When COVID hit, governments not just in Canada but around the world accelerated the printing presses, flooding the marketing with money. The total amount of money in the market increased from $1.82 Trillion in February 2020 to $2.35 Trillion in February 2022, an increase of 29% over just 2 years. This means there is more money chasing the same amount of goods.

With supply chains around the world getting ravaged, it became more expensive and more difficult to move goods around the world. In many cases this meant that some countries decided to move certain imported goods back home as the US did with microchip manufacturing. This process does take quite some time and results in lower efficiency and higher costs for either a period of time, or forever.

Just as rates were starting to take off, the war in Ukraine accelerated things even further. With much of Europe cut off from it’s cheap oil and gas from Russia, and much of the world cut off from major exports from Ukraine like iron, steel, cereals, sunflower and other oil seeds, corn, wheat and potatoes, energy and food prices have soared.
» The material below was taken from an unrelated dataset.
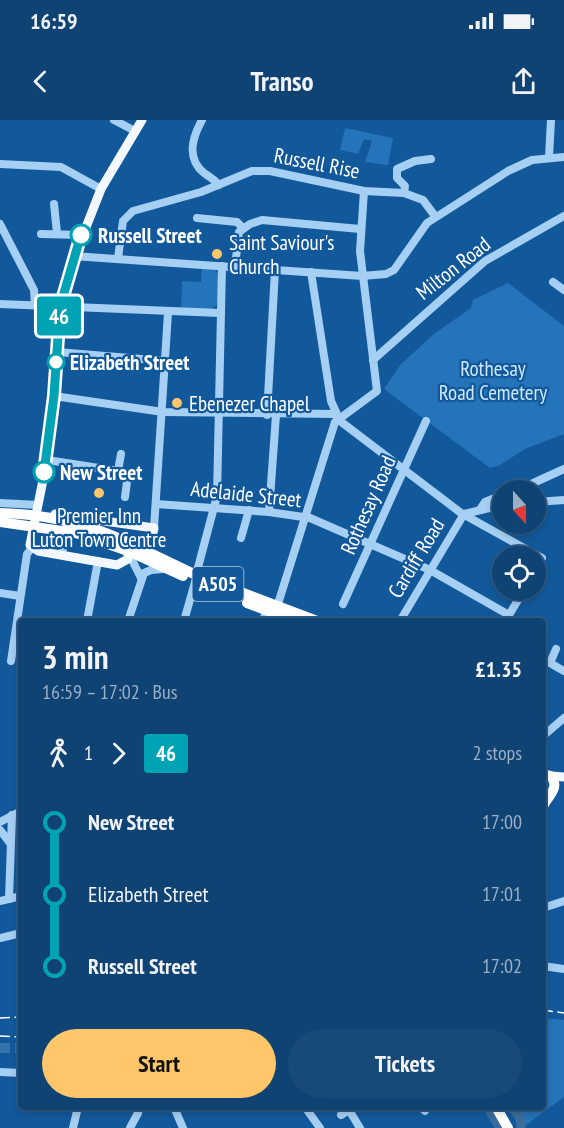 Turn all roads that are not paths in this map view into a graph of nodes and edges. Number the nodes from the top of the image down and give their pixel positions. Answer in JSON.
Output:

Mortgage rates will likely remain steady or slowly declining into 2023. The bond market outlook is about 1% higher than previous, all of whom are predicting that fixed rates will be approximately the same at the end of the year as we are today. For the Bank of Canada, the target seems to be at a prime rate of around 6.2%–6.45%, so a .25%–5% higher than we are today.

Based on this we can see that the markets are assuming we are at or near the top end for fixed-rate mortgages (and yes, many thought this was the case 1% ago in May, too) and that there is another .25% to .5% to go for variable rates. Another interesting observation is that we now see that about half of the lenders are expecting rates to decrease by the end of 2023. The harder and faster the Bank of Canada goes up, the more likely they are to put the country into a recession. In a recession, one of the commonly used levers is to lower rates which is exactly what they did when COVID hit.


As of today, I would strongly consider taking a 1 or 2-year fixed mortgage term or a 5-year variable mortgage. Yes, I said that, variable. When (not if) the recession comes, they will be forced to lower interest rates to boost the economy and escape recession. Those taking 5-year fixed rates will very likely be kicking themselves in 12 to 18 months.